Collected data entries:
┄┄┄┄┄┄┄┄┄┄┄┄┄┄┄┄┄┄┄┄
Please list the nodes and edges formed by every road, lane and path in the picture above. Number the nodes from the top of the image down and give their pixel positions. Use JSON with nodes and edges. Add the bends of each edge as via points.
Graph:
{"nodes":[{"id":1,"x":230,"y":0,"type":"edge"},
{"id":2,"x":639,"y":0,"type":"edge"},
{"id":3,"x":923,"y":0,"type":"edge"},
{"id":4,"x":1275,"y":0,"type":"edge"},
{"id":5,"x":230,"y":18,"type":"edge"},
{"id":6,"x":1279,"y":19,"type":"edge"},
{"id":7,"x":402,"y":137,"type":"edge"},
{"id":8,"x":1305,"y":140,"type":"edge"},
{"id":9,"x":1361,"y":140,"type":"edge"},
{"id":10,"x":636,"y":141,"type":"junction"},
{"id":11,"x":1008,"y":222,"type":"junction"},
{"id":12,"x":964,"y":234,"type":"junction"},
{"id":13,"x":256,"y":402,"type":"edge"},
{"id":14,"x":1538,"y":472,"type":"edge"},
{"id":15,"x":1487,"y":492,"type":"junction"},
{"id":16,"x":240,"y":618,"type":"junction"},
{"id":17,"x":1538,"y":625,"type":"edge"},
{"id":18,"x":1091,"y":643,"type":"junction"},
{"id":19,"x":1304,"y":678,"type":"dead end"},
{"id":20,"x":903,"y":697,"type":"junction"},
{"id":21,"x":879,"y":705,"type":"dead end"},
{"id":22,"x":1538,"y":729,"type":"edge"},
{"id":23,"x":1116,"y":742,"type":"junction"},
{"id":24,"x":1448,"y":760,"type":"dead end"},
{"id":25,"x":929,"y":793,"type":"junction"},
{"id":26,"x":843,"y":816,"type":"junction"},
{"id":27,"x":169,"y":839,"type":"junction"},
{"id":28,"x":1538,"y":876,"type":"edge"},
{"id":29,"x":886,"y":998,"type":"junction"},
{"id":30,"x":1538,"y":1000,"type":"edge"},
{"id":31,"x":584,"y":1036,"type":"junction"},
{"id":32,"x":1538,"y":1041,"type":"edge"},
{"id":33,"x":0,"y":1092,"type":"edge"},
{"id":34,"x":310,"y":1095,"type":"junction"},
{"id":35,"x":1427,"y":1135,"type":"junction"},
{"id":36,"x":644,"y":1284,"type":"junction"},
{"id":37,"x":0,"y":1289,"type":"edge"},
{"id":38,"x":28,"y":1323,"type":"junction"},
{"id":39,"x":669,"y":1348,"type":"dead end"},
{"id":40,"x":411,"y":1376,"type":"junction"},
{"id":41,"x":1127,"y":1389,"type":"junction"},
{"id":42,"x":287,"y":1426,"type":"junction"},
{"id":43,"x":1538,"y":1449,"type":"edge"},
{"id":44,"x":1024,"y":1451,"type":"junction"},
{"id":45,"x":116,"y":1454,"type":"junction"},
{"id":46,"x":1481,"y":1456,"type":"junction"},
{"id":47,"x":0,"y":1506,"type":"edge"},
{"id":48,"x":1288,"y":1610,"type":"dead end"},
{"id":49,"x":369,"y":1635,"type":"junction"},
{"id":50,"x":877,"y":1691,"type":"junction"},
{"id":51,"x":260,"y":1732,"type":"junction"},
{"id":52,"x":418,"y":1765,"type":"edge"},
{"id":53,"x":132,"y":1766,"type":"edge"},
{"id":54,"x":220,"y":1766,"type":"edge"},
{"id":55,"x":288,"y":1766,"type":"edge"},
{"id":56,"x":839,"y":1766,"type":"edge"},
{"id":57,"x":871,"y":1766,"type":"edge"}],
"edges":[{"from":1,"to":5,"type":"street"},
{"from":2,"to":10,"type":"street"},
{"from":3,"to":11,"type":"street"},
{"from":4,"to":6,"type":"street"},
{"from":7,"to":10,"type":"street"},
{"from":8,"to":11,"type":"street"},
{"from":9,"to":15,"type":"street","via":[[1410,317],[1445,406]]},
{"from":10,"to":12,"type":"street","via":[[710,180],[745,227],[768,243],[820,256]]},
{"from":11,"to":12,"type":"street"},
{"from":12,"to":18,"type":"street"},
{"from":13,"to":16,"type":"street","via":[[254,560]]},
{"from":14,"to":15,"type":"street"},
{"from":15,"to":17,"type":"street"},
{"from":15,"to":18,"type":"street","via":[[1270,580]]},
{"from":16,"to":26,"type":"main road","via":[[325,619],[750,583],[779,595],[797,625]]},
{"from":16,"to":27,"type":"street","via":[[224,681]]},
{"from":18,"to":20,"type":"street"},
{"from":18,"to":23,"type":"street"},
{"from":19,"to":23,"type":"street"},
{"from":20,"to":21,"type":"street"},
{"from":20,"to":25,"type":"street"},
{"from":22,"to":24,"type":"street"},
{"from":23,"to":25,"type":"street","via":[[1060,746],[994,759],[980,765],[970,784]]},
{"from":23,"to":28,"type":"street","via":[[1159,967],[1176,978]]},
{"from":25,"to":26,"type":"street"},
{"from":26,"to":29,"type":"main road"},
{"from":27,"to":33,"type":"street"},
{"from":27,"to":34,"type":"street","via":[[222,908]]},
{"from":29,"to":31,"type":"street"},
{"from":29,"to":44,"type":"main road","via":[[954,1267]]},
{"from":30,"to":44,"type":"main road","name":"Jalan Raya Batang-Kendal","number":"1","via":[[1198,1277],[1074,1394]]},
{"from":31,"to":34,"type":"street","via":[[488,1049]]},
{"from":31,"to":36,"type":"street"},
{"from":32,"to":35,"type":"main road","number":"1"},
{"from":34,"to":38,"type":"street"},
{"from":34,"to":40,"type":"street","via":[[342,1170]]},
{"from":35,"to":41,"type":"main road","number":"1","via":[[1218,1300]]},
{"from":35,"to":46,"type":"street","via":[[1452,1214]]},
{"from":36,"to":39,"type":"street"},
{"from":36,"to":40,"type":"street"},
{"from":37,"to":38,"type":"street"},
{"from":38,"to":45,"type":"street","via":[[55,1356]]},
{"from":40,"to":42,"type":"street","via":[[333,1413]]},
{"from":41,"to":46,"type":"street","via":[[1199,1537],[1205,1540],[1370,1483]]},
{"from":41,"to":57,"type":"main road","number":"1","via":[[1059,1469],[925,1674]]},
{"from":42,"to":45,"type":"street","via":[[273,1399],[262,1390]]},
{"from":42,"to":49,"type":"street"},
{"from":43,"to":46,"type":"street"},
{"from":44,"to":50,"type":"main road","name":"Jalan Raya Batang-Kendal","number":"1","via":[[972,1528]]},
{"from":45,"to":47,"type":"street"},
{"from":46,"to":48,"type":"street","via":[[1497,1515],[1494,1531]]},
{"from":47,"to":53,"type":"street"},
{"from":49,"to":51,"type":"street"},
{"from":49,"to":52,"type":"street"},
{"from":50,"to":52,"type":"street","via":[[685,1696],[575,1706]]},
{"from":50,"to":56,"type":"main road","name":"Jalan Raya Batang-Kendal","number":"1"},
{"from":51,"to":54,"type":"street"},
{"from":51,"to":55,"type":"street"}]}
┄┄┄┄┄┄┄┄┄┄┄┄┄┄┄┄┄┄┄┄
**REQUIREMENT**
Looking through the data above, count the lines that include the string "Batang" and give only the count.

**SOLUTION TO THIS EXERCISE**
3